Content » Vol 45, Issue 6

Original report

Combined information from resting-state functional connectivity and passive movements with functional magnetic resonance imaging differentiates fast late-onset motor recovery from progressive recovery in hemiplegic stroke patients: A pilot study

Tae-Du Jung, Ji-Young Kim, Jee-Hye Seo, Seong-Uk Jin, Hui Joong Lee, So-Hyun Lee, Yang-Soo Lee, Yongmin Chang
Department of Physical Medicine and Rehabilitation, Kyungpook National University Hospital/Kyungpook National University School of Medicine, 200 Dongduk-Ro Jung-Gu Daegu, South Korea
DOI: 10.2340/16501977-1165

Abstract

Objective: To investigate the value of combining information from resting-state functional connectivity and passive movements, measured with functional magnetic resonance imaging (fMRI), in acute stroke patients with severe motor impairment.
Subjects: Eight patients with severe left upper limb motor impairment underwent a passive movement task with fMRI and resting-state fMRI, 3 weeks following stroke onset. According to the patterns of motor recovery, patients were divided into groups with, respectively, good or poor motor recovery.
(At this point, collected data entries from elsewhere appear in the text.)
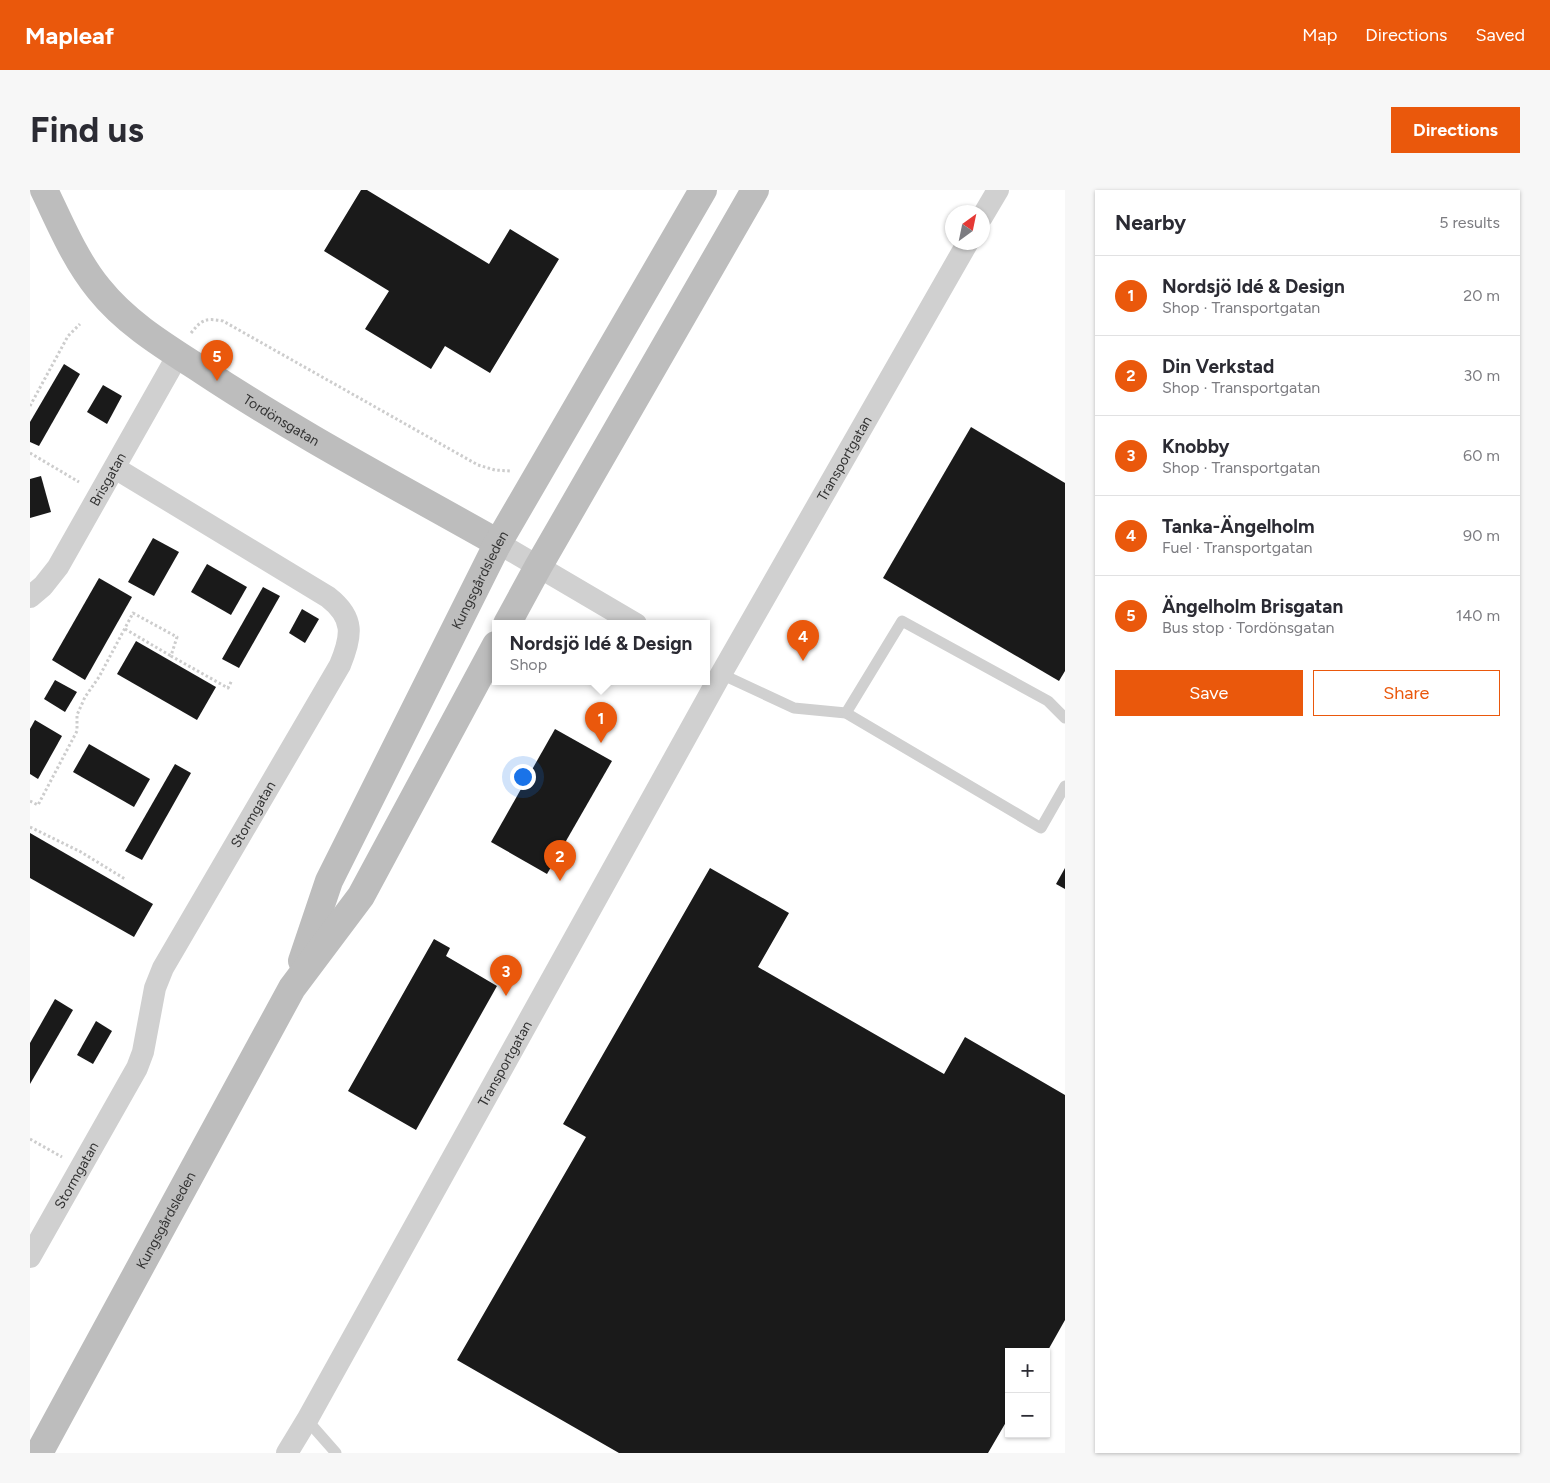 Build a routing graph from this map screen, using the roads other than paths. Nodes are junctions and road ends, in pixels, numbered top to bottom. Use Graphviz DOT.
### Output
graph roads {
  1 [pos="44,190"];
  2 [pos="703,190"];
  3 [pos="755,190"];
  4 [pos="998,190"];
  5 [pos="989,205"];
  6 [pos="963,250"];
  7 [pos="178,355"];
  8 [pos="115,468"];
  9 [pos="498,543"];
  10 [pos="538,567"];
  11 [pos="30,597"];
  12 [pos="509,620"];
  13 [pos="629,620"];
  14 [pos="492,652"];
  15 [pos="714,670"];
  16 [pos="706,685"];
  17 [pos="846,713"];
  18 [pos="1065,718"];
  19 [pos="1065,786"];
  20 [pos="292,988"];
  21 [pos="30,1257"];
  22 [pos="307,1420"];
  23 [pos="39,1453"];
  24 [pos="287,1453"];
  25 [pos="336,1453"];
  1 -- 7 [label="main road, Tordönsgatan"];
  2 -- 9 [label="main road, Kungsgårdsleden"];
  3 -- 10 [label="main road"];
  4 -- 5 [label="street"];
  6 -- 15 [label="street, Transportgatan"];
  7 -- 8 [label="street, Brisgatan"];
  7 -- 9 [label="main road, Tordönsgatan"];
  8 -- 11 [label="street, Brisgatan"];
  8 -- 21 [label="street, Stormgatan"];
  9 -- 10 [label="street"];
  9 -- 20 [label="main road, Kungsgårdsleden"];
  10 -- 12 [label="main road"];
  10 -- 13 [label="street"];
  14 -- 20 [label="main road, Kungsgårdsleden"];
  15 -- 17 [label="lane"];
  16 -- 22 [label="street, Transportgatan"];
  17 -- 18 [label="lane"];
  17 -- 19 [label="lane"];
  20 -- 23 [label="main road, Kungsgårdsleden"];
  22 -- 24 [label="street, Transportgatan"];
  22 -- 25 [label="lane"];
}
Patients with good recovery were further divided into two subgroups: progressive and fast late-onset motor recovery.
Method: Activation and deactivation maps from a passive movement task with fMRI were obtained. Interhemispheric
connectivity analysis was conducted using resting-state fMRI.
Results: Interhemispheric connectivity score in patients with progressive motor recovery was much greater than the scores in patients with fast late-onset and poor motor recovery. For passive movement, patients with progressive recovery exhibited activation in the ipsilesional sensorimotor area and no deactivation in the contralesional sensorimotor area. Patients with fast late-onset motor recovery showed strong deactivation in both sensorimotor areas. Patients with poor recovery showed no activation or deactivation in either of the sensorimotor areas.
Conclusion: Interhemispheric connectivity alone is not enough to predict delayed motor recovery.